Dr Chinmoy Kumar Sarma
(Assam Agricultural University. Can be reached at drcksarma@gmail.com)
An increase in the use of fertilizers or irrigation or farming techniques would not make agriculture entirely independent of rainfall. Therefore, rain-dependent forms of agriculture continue to dominate in the world. A study revealed that rain-fed agriculture is in practice in 80% of the world's agricultural land area and generates 65-70% of the world's staple foods. It produces most of the food for the poor communities in developing countries. Rain-fed areas are characterized by low and variable productivity of crops which is the major cause of poverty for 70% of the world's poor, where both productivity improvement and expansion have been slower relative to irrigated agriculture. Yield gap analyses, undertaken by the Comprehensive Assessment for major rain-fed crops found farmers' yield to be a factor of 2-4 times lower than the achievable yields and offered substantive opportunities for realizing the potential of rain-fed agriculture. Experts realize the scope for 100% improvement potential in yield in rain-fed agriculture in the developing countries, compared to only 10% for irrigated crops.

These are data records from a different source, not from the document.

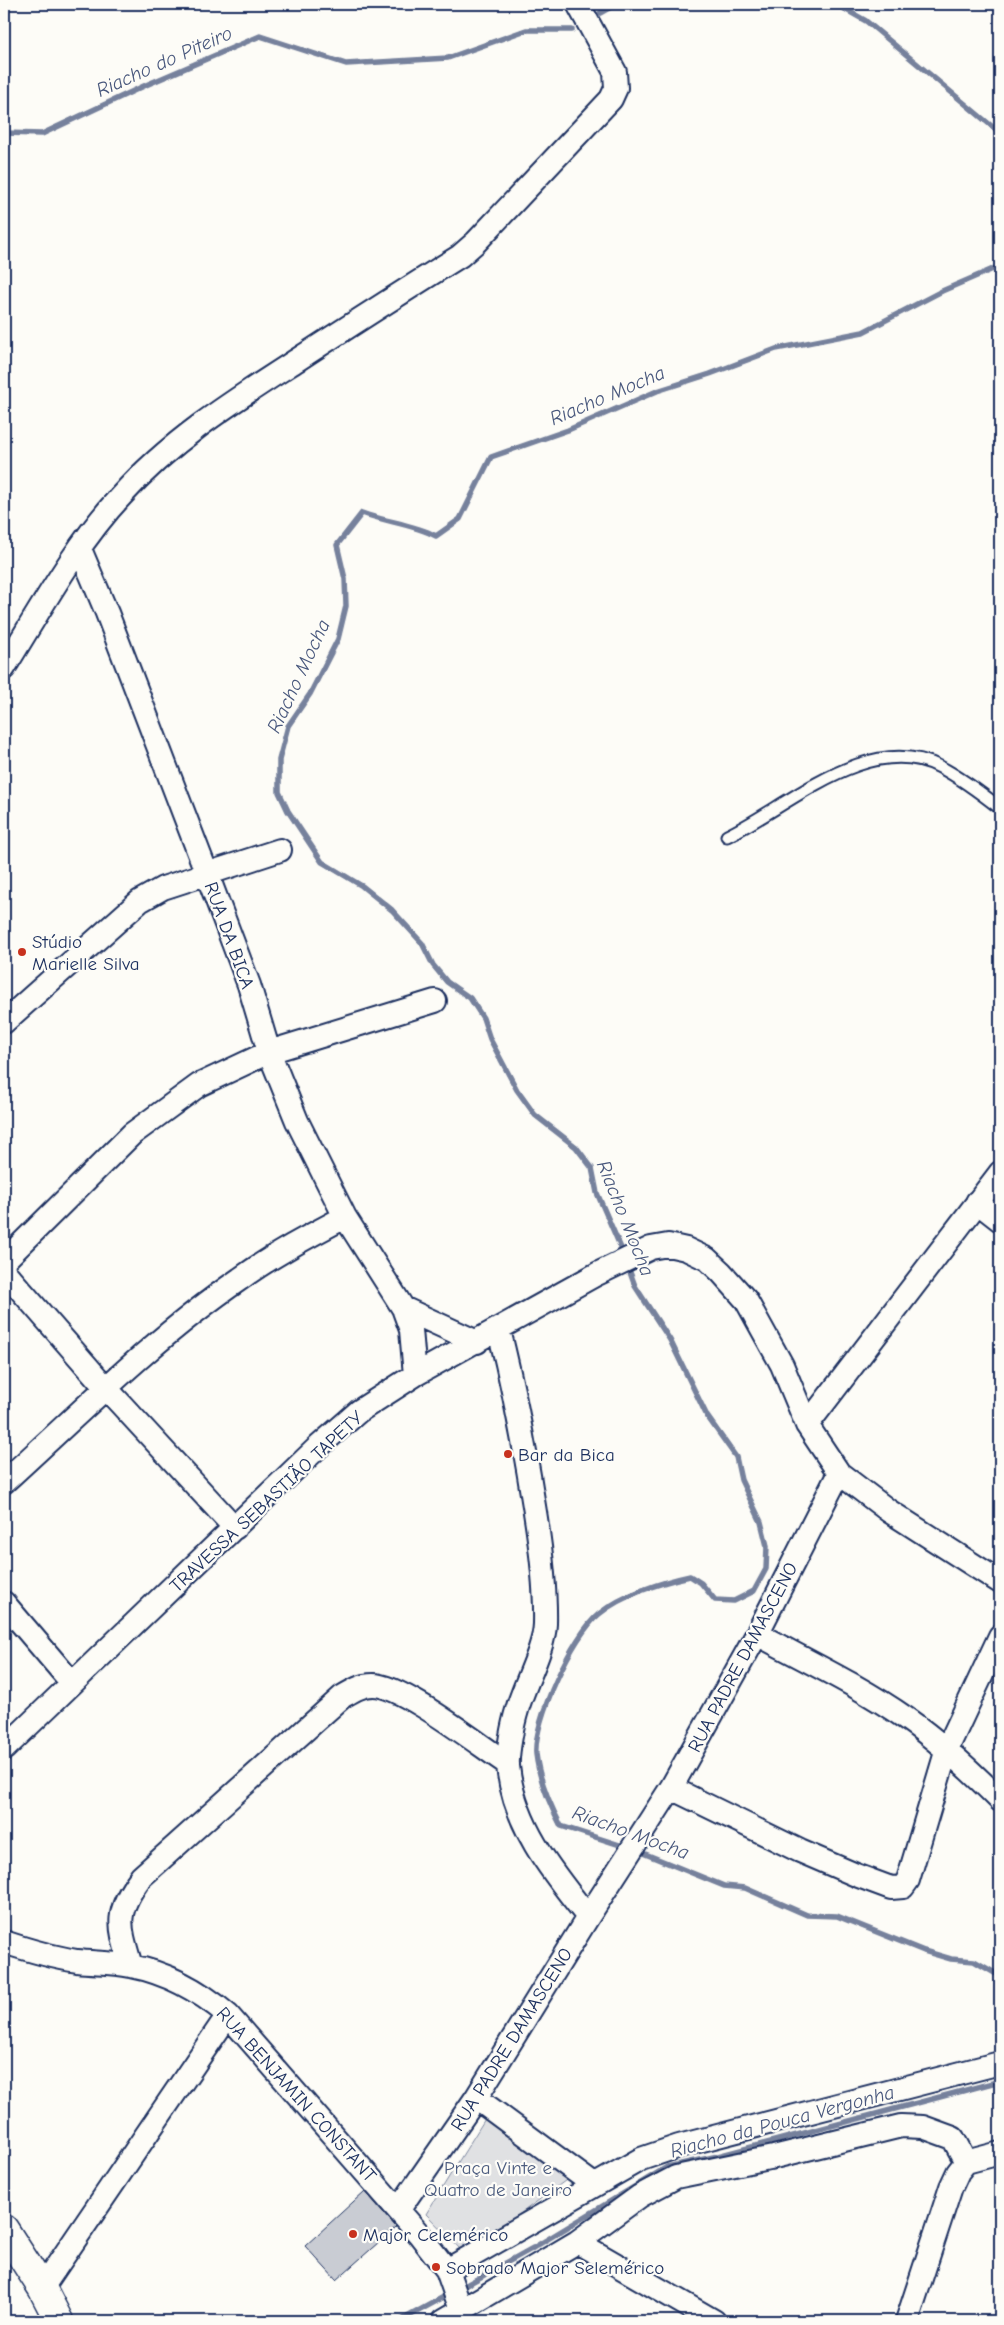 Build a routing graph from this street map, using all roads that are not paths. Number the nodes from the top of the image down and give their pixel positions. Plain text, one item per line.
1 (578, 4) edge
2 (80, 549) junction
3 (4, 668) edge
4 (1000, 808) edge
5 (727, 836) dead end
6 (280, 850) dead end
7 (207, 874) junction
8 (435, 1001) dead end
9 (5, 1018) edge
10 (270, 1052) junction
11 (1000, 1173) edge
12 (977, 1202) junction
13 (344, 1217) junction
14 (1000, 1220) edge
15 (4, 1261) edge
16 (4, 1271) edge
17 (403, 1308) junction
18 (499, 1330) junction
19 (477, 1342) junction
20 (415, 1375) junction
21 (106, 1388) junction
22 (807, 1425) junction
23 (839, 1473) junction
24 (4, 1482) edge
25 (235, 1528) junction
26 (1000, 1582) edge
27 (4, 1603) edge
28 (757, 1634) junction
29 (1000, 1636) edge
30 (72, 1683) junction
31 (4, 1748) edge
32 (946, 1748) junction
33 (508, 1764) junction
34 (671, 1788) junction
35 (1000, 1800) edge
36 (588, 1917) junction
37 (4, 1942) edge
38 (131, 1966) junction
39 (228, 2015) junction
40 (1000, 2063) edge
41 (476, 2098) junction
42 (1000, 2153) edge
43 (966, 2162) junction
44 (594, 2185) junction
45 (399, 2209) junction
46 (4, 2229) edge
47 (577, 2242) junction
48 (449, 2276) junction
49 (42, 2288) junction
50 (457, 2315) edge
51 (59, 2321) edge
52 (714, 2321) edge
53 (907, 2321) edge

1 - 2 street
2 - 3 street
2 - 7 street, RUA DA BICA
4 - 5 lane
6 - 7 street
7 - 9 street
7 - 10 street, RUA DA BICA
8 - 10 street
10 - 13 street, RUA DA BICA
10 - 15 street
11 - 12 street
12 - 14 street
12 - 22 street
13 - 17 street, RUA DA BICA
13 - 21 street
16 - 21 street
17 - 19 street
17 - 20 street, RUA DA BICA
18 - 19 street, TRAVESSA SEBASTIÃO TAPETY
18 - 22 street, TRAVESSA SEBASTIÃO TAPETY
18 - 33 street
19 - 20 street, TRAVESSA SEBASTIÃO TAPETY
20 - 25 street, TRAVESSA SEBASTIÃO TAPETY
21 - 24 street
21 - 25 street
22 - 23 street
23 - 26 street
23 - 28 street, RUA PADRE DAMASCENO
25 - 30 street, TRAVESSA SEBASTIÃO TAPETY
27 - 30 street
28 - 32 street
28 - 34 street, RUA PADRE DAMASCENO
29 - 32 street
30 - 31 street, TRAVESSA SEBASTIÃO TAPETY
32 - 34 street
32 - 35 street
33 - 36 street
33 - 38 street
34 - 36 street, RUA PADRE DAMASCENO
36 - 41 street, RUA PADRE DAMASCENO
37 - 38 street, RUA BENJAMIN CONSTANT
38 - 39 street, RUA BENJAMIN CONSTANT
39 - 45 street, RUA BENJAMIN CONSTANT
39 - 49 street
40 - 44 street
41 - 44 street
41 - 45 street, RUA PADRE DAMASCENO
42 - 43 street
43 - 47 street
43 - 53 street
44 - 48 street
45 - 48 street, RUA BENJAMIN CONSTANT
46 - 49 main road
47 - 50 street
47 - 52 street
48 - 50 street, RUA BENJAMIN CONSTANT
49 - 51 main road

Indian agriculture registered remarkable gains in food production and rural poverty reduction which moved the country from severe food crises of the 1960s to aggregate food surpluses today. But the impact of the green revolution remained confined to well-endowed and irrigated areas and also in some selected crops and yet, many backward regions mainly rain-fed areas remain untouched in the country.
Rain-fed areas in India are highly diverse, ranging from resource-rich areas with good agricultural potential to resource-constrained areas with much more constrained potential. Rain-fed agriculture supports 40% of India's population contributing about 45 per cent of food production against nearly 55 per cent by the irrigated area. In our country, rain-fed farming is always risk-prone and less productive owing to variation and uncertainty of rainfall with no mechanisms of harvesting the surplus rain to support life-saving irrigation at critical stages of crop growth. However, if managed properly, rain-fed areas have the potential to contribute a larger share to agricultural production in our country. Some of the available estimates suggest that a 1% increase in agricultural productivity translates to a 0.6–1.2% decline in the percentage of rural poor (Thirtleet et al. 2002). By 2025, one-third of India's cereal production shall be contributed by rain-fed areas as per the IMPACT model study by Rosegrant and his group. Therefore, considering the rising demand for food projected over the next several decades and the limitation in the continuous expansion of the irrigated area in our country, planners are now focusing on improving the productivity in rain-fed, or un-irrigated agriculture through efficient management of resources.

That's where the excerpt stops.